Material shown START

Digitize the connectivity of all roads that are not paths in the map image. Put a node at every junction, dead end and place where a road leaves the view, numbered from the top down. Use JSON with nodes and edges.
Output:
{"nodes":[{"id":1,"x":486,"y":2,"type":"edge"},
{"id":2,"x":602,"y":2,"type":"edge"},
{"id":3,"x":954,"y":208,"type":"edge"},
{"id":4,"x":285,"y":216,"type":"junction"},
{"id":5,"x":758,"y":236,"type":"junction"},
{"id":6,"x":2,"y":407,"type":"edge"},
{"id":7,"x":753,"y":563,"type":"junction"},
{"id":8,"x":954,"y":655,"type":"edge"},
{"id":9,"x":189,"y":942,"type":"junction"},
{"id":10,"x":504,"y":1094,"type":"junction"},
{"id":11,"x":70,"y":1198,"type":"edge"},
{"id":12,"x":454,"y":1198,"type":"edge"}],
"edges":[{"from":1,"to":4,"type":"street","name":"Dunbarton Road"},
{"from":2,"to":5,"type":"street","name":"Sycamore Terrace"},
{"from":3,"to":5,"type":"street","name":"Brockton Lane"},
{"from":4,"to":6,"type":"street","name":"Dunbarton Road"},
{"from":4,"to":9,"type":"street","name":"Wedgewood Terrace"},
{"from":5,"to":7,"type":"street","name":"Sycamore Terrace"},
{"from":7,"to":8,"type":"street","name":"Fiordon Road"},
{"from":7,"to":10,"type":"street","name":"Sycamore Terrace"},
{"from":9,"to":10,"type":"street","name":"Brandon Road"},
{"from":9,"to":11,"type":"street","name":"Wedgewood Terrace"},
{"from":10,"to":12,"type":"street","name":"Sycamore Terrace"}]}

Material shown END

In the entries above, how many lines hold the word "nodes"? State the number only.

2